Homeland Security Secretary Tom Ridge is a calm man that has a calming effect on people. He says comforting words like, “Terrorists seek to turn our neighborhoods into battlefields,” and “The next attack could happen to any community at any time.”
If Ridge is a man possessed with the power to calm then cocaine is a great sleeping aid.
Last week, the Department of Homeland Security sent the nation to “Orange” alert. This scientifically unsound threat assessment board states that Orange alert means a “high chance of a terrorist attack.” Terrorists, of course, have been bored out of their minds and are grateful for the proverbial green light to attack Americans. They certainly wouldn’t attack without permission.
In the event of a terrorist attack, water and electricity could be gone. In the event of a terrorist attack, you may “need to shelter at home for a few days.” In the event of a terrorist attack, you will need duct tape.

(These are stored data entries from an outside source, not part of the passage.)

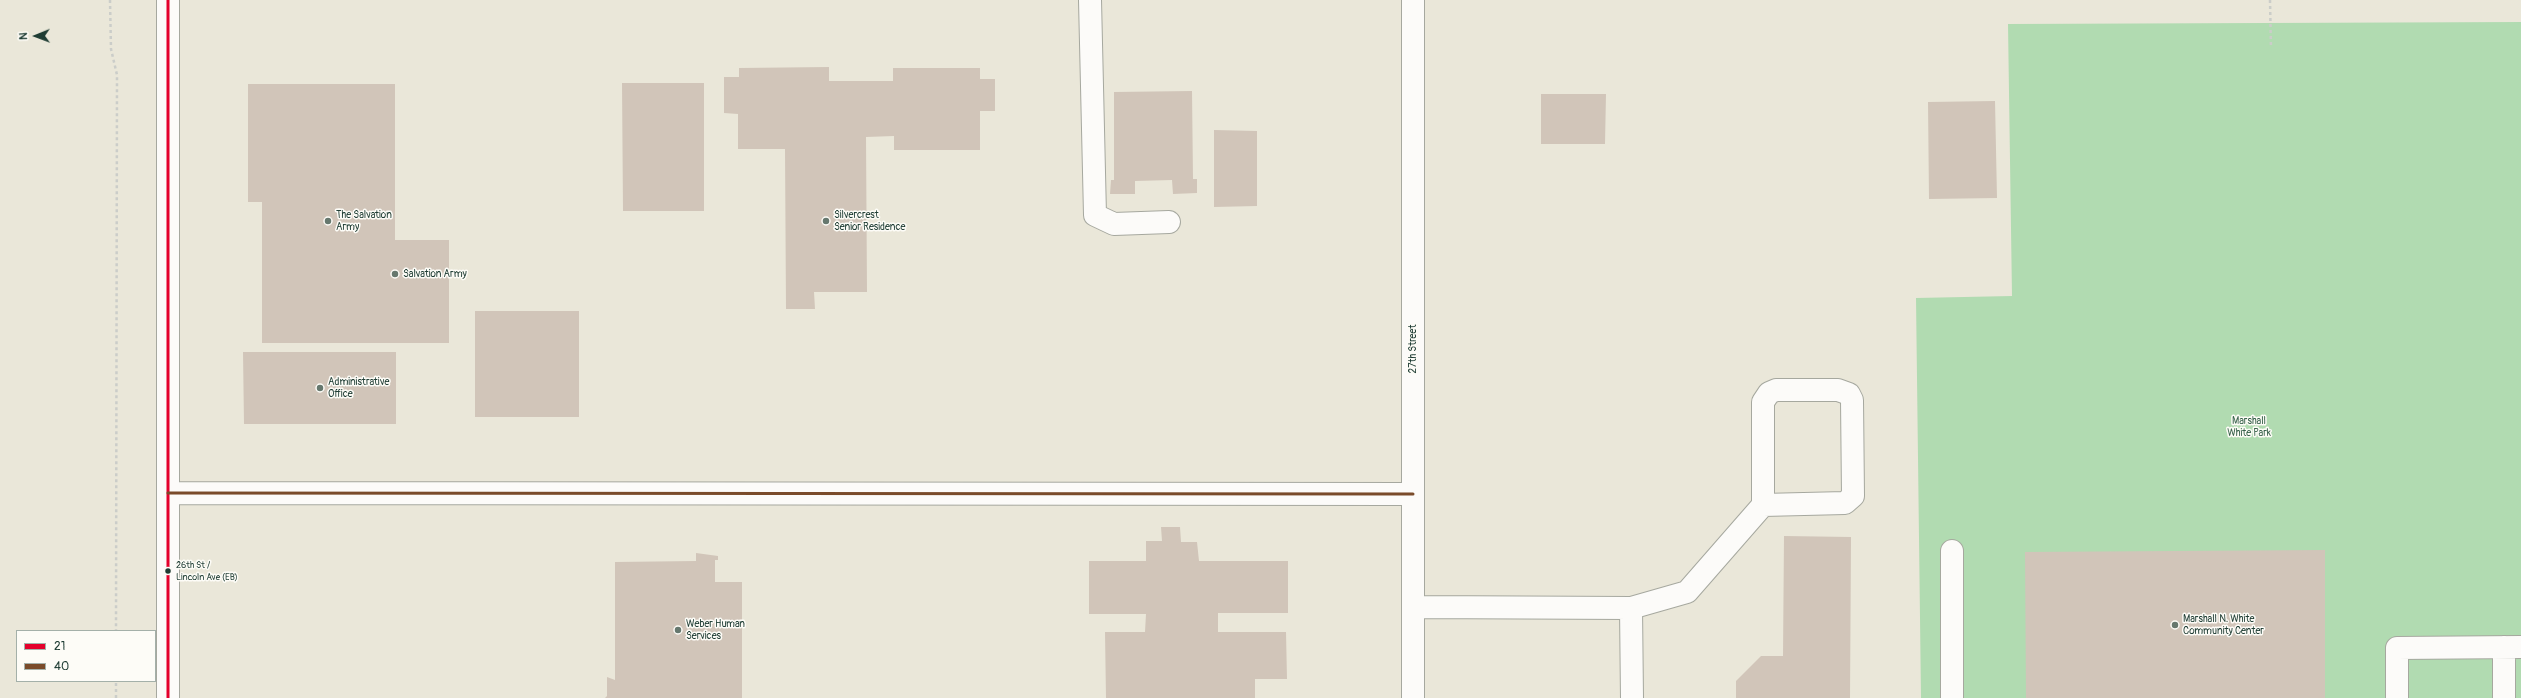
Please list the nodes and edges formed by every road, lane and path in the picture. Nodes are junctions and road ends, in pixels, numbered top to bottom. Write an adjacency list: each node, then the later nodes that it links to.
1 (110, 0): 14 (path)
2 (168, 0): 8 (street)
3 (1090, 0): 7 (street)
4 (1413, 0): 9 (street, 27th Street)
5 (2270, 0): 6 (path)
6 (2271, 48)
7 (1169, 222)
8 (168, 493): 9 (street); 18 (street)
9 (1413, 494): 12 (street, 27th Street)
10 (1763, 505): 10 (street); 13 (street)
11 (1952, 551): 21 (street)
12 (1413, 607): 13 (street); 19 (street, 27th Street)
13 (1631, 608): 20 (street)
14 (116, 630)
15 (2512, 648): 22 (street); 23 (street)
16 (116, 682): 17 (path)
17 (116, 698)
18 (168, 698)
19 (1413, 698)
20 (1632, 698)
21 (1952, 698)
22 (2397, 698)
23 (2504, 698)

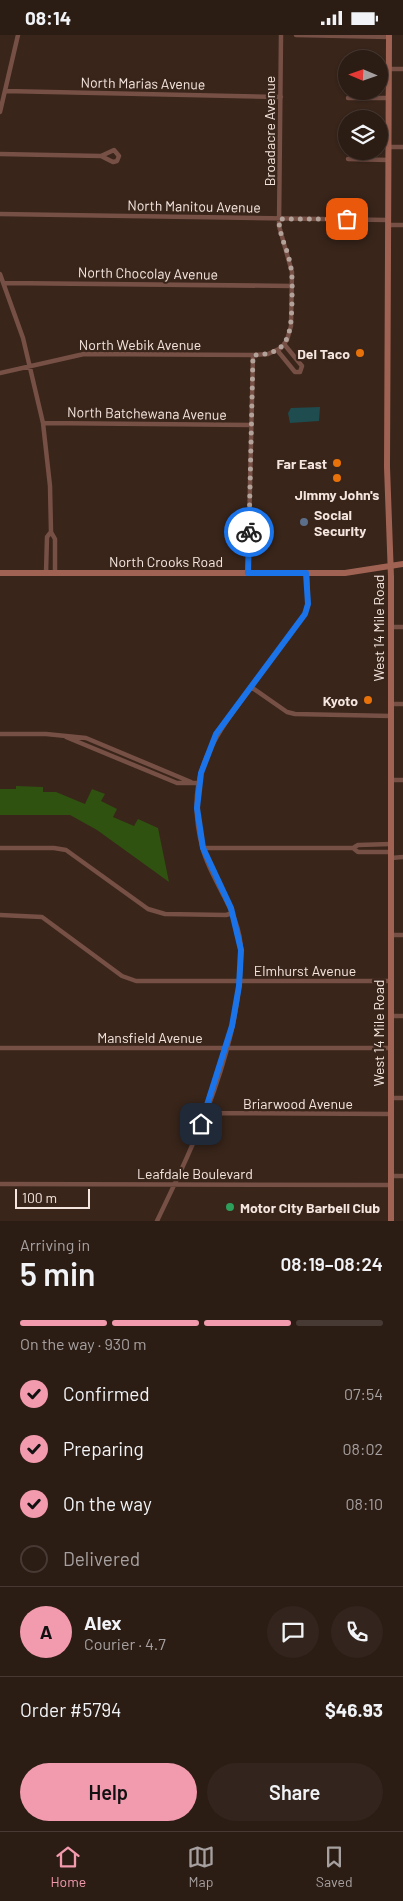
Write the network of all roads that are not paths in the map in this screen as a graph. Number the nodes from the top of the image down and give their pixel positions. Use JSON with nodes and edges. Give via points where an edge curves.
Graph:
{"nodes":[{"id":1,"x":18,"y":35,"type":"edge"},
{"id":2,"x":281,"y":35,"type":"edge"},
{"id":3,"x":296,"y":35,"type":"edge"},
{"id":4,"x":389,"y":36,"type":"edge"},
{"id":5,"x":389,"y":69,"type":"junction"},
{"id":6,"x":403,"y":69,"type":"edge"},
{"id":7,"x":5,"y":91,"type":"junction"},
{"id":8,"x":281,"y":97,"type":"junction"},
{"id":9,"x":389,"y":98,"type":"joint"},
{"id":10,"x":0,"y":112,"type":"edge"},
{"id":11,"x":388,"y":147,"type":"joint"},
{"id":12,"x":403,"y":147,"type":"edge"},
{"id":13,"x":0,"y":154,"type":"edge"},
{"id":14,"x":101,"y":156,"type":"dead end"},
{"id":15,"x":388,"y":160,"type":"edge"},
{"id":16,"x":0,"y":214,"type":"edge"},
{"id":17,"x":279,"y":219,"type":"junction"},
{"id":18,"x":388,"y":222,"type":"junction"},
{"id":19,"x":403,"y":225,"type":"edge"},
{"id":20,"x":0,"y":274,"type":"edge"},
{"id":21,"x":4,"y":283,"type":"junction"},
{"id":22,"x":292,"y":286,"type":"junction"},
{"id":23,"x":284,"y":344,"type":"junction"},
{"id":24,"x":276,"y":351,"type":"junction"},
{"id":25,"x":253,"y":355,"type":"junction"},
{"id":26,"x":31,"y":366,"type":"junction"},
{"id":27,"x":0,"y":373,"type":"edge"},
{"id":28,"x":43,"y":423,"type":"junction"},
{"id":29,"x":251,"y":425,"type":"junction"},
{"id":30,"x":51,"y":532,"type":"junction"},
{"id":31,"x":403,"y":564,"type":"edge"},
{"id":32,"x":391,"y":566,"type":"junction"},
{"id":33,"x":0,"y":573,"type":"edge"},
{"id":34,"x":46,"y":573,"type":"junction"},
{"id":35,"x":55,"y":573,"type":"junction"},
{"id":36,"x":248,"y":573,"type":"junction"},
{"id":37,"x":306,"y":573,"type":"junction"},
{"id":38,"x":391,"y":627,"type":"junction"},
{"id":39,"x":403,"y":627,"type":"edge"},
{"id":40,"x":251,"y":687,"type":"junction"},
{"id":41,"x":391,"y":703,"type":"junction"},
{"id":42,"x":403,"y":703,"type":"edge"},
{"id":43,"x":391,"y":715,"type":"junction"},
{"id":44,"x":0,"y":734,"type":"edge"},
{"id":45,"x":392,"y":781,"type":"junction"},
{"id":46,"x":403,"y":781,"type":"edge"},
{"id":47,"x":199,"y":783,"type":"junction"},
{"id":48,"x":391,"y":844,"type":"junction"},
{"id":49,"x":0,"y":848,"type":"edge"},
{"id":50,"x":203,"y":848,"type":"junction"},
{"id":51,"x":353,"y":848,"type":"junction"},
{"id":52,"x":391,"y":855,"type":"junction"},
{"id":53,"x":403,"y":857,"type":"edge"},
{"id":54,"x":232,"y":913,"type":"junction"},
{"id":55,"x":0,"y":915,"type":"edge"},
{"id":56,"x":391,"y":935,"type":"junction"},
{"id":57,"x":403,"y":935,"type":"edge"},
{"id":58,"x":240,"y":981,"type":"junction"},
{"id":59,"x":391,"y":981,"type":"junction"},
{"id":60,"x":391,"y":1016,"type":"junction"},
{"id":61,"x":403,"y":1016,"type":"edge"},
{"id":62,"x":0,"y":1048,"type":"edge"},
{"id":63,"x":226,"y":1048,"type":"junction"},
{"id":64,"x":391,"y":1048,"type":"junction"},
{"id":65,"x":391,"y":1098,"type":"junction"},
{"id":66,"x":403,"y":1098,"type":"edge"},
{"id":67,"x":205,"y":1113,"type":"junction"},
{"id":68,"x":391,"y":1114,"type":"junction"},
{"id":69,"x":391,"y":1175,"type":"junction"},
{"id":70,"x":403,"y":1175,"type":"edge"},
{"id":71,"x":0,"y":1184,"type":"edge"},
{"id":72,"x":175,"y":1184,"type":"junction"},
{"id":73,"x":391,"y":1185,"type":"junction"},
{"id":74,"x":157,"y":1221,"type":"edge"},
{"id":75,"x":391,"y":1221,"type":"edge"}],
"edges":[{"from":1,"to":7,"type":"street"},
{"from":2,"to":8,"type":"street","name":"Broadacre Avenue"},
{"from":3,"to":4,"type":"street"},
{"from":4,"to":5,"type":"main road","name":"West 14 Mile Road"},
{"from":5,"to":6,"type":"street"},
{"from":5,"to":9,"type":"main road","name":"West 14 Mile Road"},
{"from":7,"to":8,"type":"street","name":"North Marias Avenue"},
{"from":7,"to":10,"type":"street"},
{"from":8,"to":17,"type":"street","name":"Broadacre Avenue"},
{"from":9,"to":11,"type":"main road","name":"West 14 Mile Road"},
{"from":11,"to":12,"type":"street"},
{"from":13,"to":14,"type":"street"},
{"from":15,"to":18,"type":"main road","name":"West 14 Mile Road"},
{"from":16,"to":17,"type":"street","name":"North Manitou Avenue"},
{"from":17,"to":18,"type":"street","name":"North Manitou Avenue"},
{"from":17,"to":22,"type":"street","name":"Broadacre Avenue","via":[[280,237],[290,261]]},
{"from":18,"to":19,"type":"street","name":"North Manitou Avenue"},
{"from":18,"to":32,"type":"main road","name":"West 14 Mile Road","via":[[387,467]]},
{"from":20,"to":21,"type":"street"},
{"from":21,"to":22,"type":"street","name":"North Chocolay Avenue"},
{"from":21,"to":26,"type":"street"},
{"from":22,"to":23,"type":"street","name":"Broadacre Avenue","via":[[291,325]]},
{"from":23,"to":24,"type":"street"},
{"from":23,"to":24,"type":"street","via":[[302,366],[300,372],[295,371]]},
{"from":24,"to":25,"type":"street"},
{"from":25,"to":26,"type":"street","name":"North Webik Avenue","via":[[84,354]]},
{"from":25,"to":29,"type":"street"},
{"from":26,"to":27,"type":"street","name":"North Webik Avenue"},
{"from":26,"to":28,"type":"street"},
{"from":28,"to":29,"type":"street","name":"North Batchewana Avenue"},
{"from":28,"to":30,"type":"street"},
{"from":29,"to":36,"type":"street"},
{"from":30,"to":34,"type":"street","via":[[47,537]]},
{"from":30,"to":35,"type":"street","via":[[55,539]]},
{"from":31,"to":32,"type":"main road","name":"North Crooks Road"},
{"from":32,"to":37,"type":"main road","name":"North Crooks Road","via":[[355,572]]},
{"from":32,"to":38,"type":"main road","name":"West 14 Mile Road"},
{"from":33,"to":34,"type":"main road","name":"North Crooks Road"},
{"from":34,"to":35,"type":"main road","name":"North Crooks Road"},
{"from":35,"to":36,"type":"main road","name":"North Crooks Road"},
{"from":36,"to":37,"type":"main road","name":"North Crooks Road"},
{"from":37,"to":40,"type":"street","via":[[308,604],[305,614]]},
{"from":38,"to":39,"type":"street"},
{"from":38,"to":41,"type":"main road","name":"West 14 Mile Road"},
{"from":40,"to":43,"type":"street","via":[[295,714]]},
{"from":40,"to":47,"type":"street","via":[[216,734]]},
{"from":41,"to":42,"type":"street"},
{"from":41,"to":43,"type":"main road","name":"West 14 Mile Road"},
{"from":43,"to":45,"type":"main road","name":"West 14 Mile Road"},
{"from":44,"to":47,"type":"street","via":[[65,736],[92,741]]},
{"from":45,"to":46,"type":"street"},
{"from":45,"to":48,"type":"main road","name":"West 14 Mile Road"},
{"from":47,"to":50,"type":"street","via":[[197,808]]},
{"from":48,"to":51,"type":"street"},
{"from":48,"to":52,"type":"main road","name":"West 14 Mile Road"},
{"from":49,"to":54,"type":"street","via":[[66,850],[148,909],[159,913]]},
{"from":50,"to":51,"type":"street"},
{"from":50,"to":54,"type":"street"},
{"from":51,"to":52,"type":"street","via":[[358,852]]},
{"from":52,"to":53,"type":"street"},
{"from":52,"to":56,"type":"main road","name":"West 14 Mile Road"},
{"from":54,"to":58,"type":"street","via":[[240,942]]},
{"from":55,"to":58,"type":"street","name":"Elmhurst Avenue","via":[[42,917],[131,980]]},
{"from":56,"to":57,"type":"street"},
{"from":56,"to":59,"type":"main road","name":"West 14 Mile Road"},
{"from":58,"to":59,"type":"street","name":"Elmhurst Avenue"},
{"from":58,"to":63,"type":"street"},
{"from":59,"to":60,"type":"main road","name":"West 14 Mile Road"},
{"from":60,"to":61,"type":"street"},
{"from":60,"to":64,"type":"main road","name":"West 14 Mile Road"},
{"from":62,"to":63,"type":"street","name":"Mansfield Avenue"},
{"from":63,"to":64,"type":"street","name":"Mansfield Avenue"},
{"from":63,"to":67,"type":"street"},
{"from":64,"to":65,"type":"main road","name":"West 14 Mile Road"},
{"from":65,"to":66,"type":"street"},
{"from":65,"to":68,"type":"main road","name":"West 14 Mile Road"},
{"from":67,"to":68,"type":"street","name":"Briarwood Avenue"},
{"from":67,"to":72,"type":"street"},
{"from":68,"to":69,"type":"main road","name":"West 14 Mile Road"},
{"from":69,"to":70,"type":"street"},
{"from":69,"to":73,"type":"main road","name":"West 14 Mile Road"},
{"from":71,"to":72,"type":"street","name":"Leafdale Boulevard"},
{"from":72,"to":73,"type":"street","name":"Leafdale Boulevard"},
{"from":72,"to":74,"type":"street"},
{"from":73,"to":75,"type":"main road","name":"West 14 Mile Road"}]}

In the event of a terrorist attack, you should stay away from the nuclear blast.
The hypothetical scenarios offered by Ridge are absurd.
It took a week but Ridge may have recognized that his comments were over-the-top, unnecessary and scared nobody except mothers that have enough legitimate dangers to worry about without him shoving fictitious bullshit into their lives.
Today, with gusto and obsession, the media regularly described Ridge as the man with the “most credibility” to repair a severely damaged reputation for the Department. The Washington Post describes Ridge’s remarks as “delivered with a mix of authoritative weightiness and nonchalant folksiness.”
A Golden Globe nominee. Two thumbs up. “Simultaneously stunning and revolting.”, says Cyberista. One of the 10 best dramas of 2003.
“Stash away the duct tape. Don’t use it. Stash it away. And that pre-measured plastic sheeting for future — and I emphasize future – use.”
So if he emphasizes future, why are we at Orange alert now? According to the Department of Homeland Defense, the answer is that the government must “strike a balance.” Whatever that means.
To put a friendly face on fear propaganda, Ridge announced www.ready.gov, a testament to government incompetence and a valid excuse for American apathy. It was created by those strange creatures at the Ad Council that spawn the idiots that make Truth commercials and bring you wonderfully creepy commercials that encourage people to fear everything.
Telling people to hide the children, lock the doors and steer clear of nuclear shock waves is going to get the Bush administration thrown into the ocean in 2004.
Ridge needs to realize that his job is like competing in the Special Olympics—win or lose, he’s still retarded.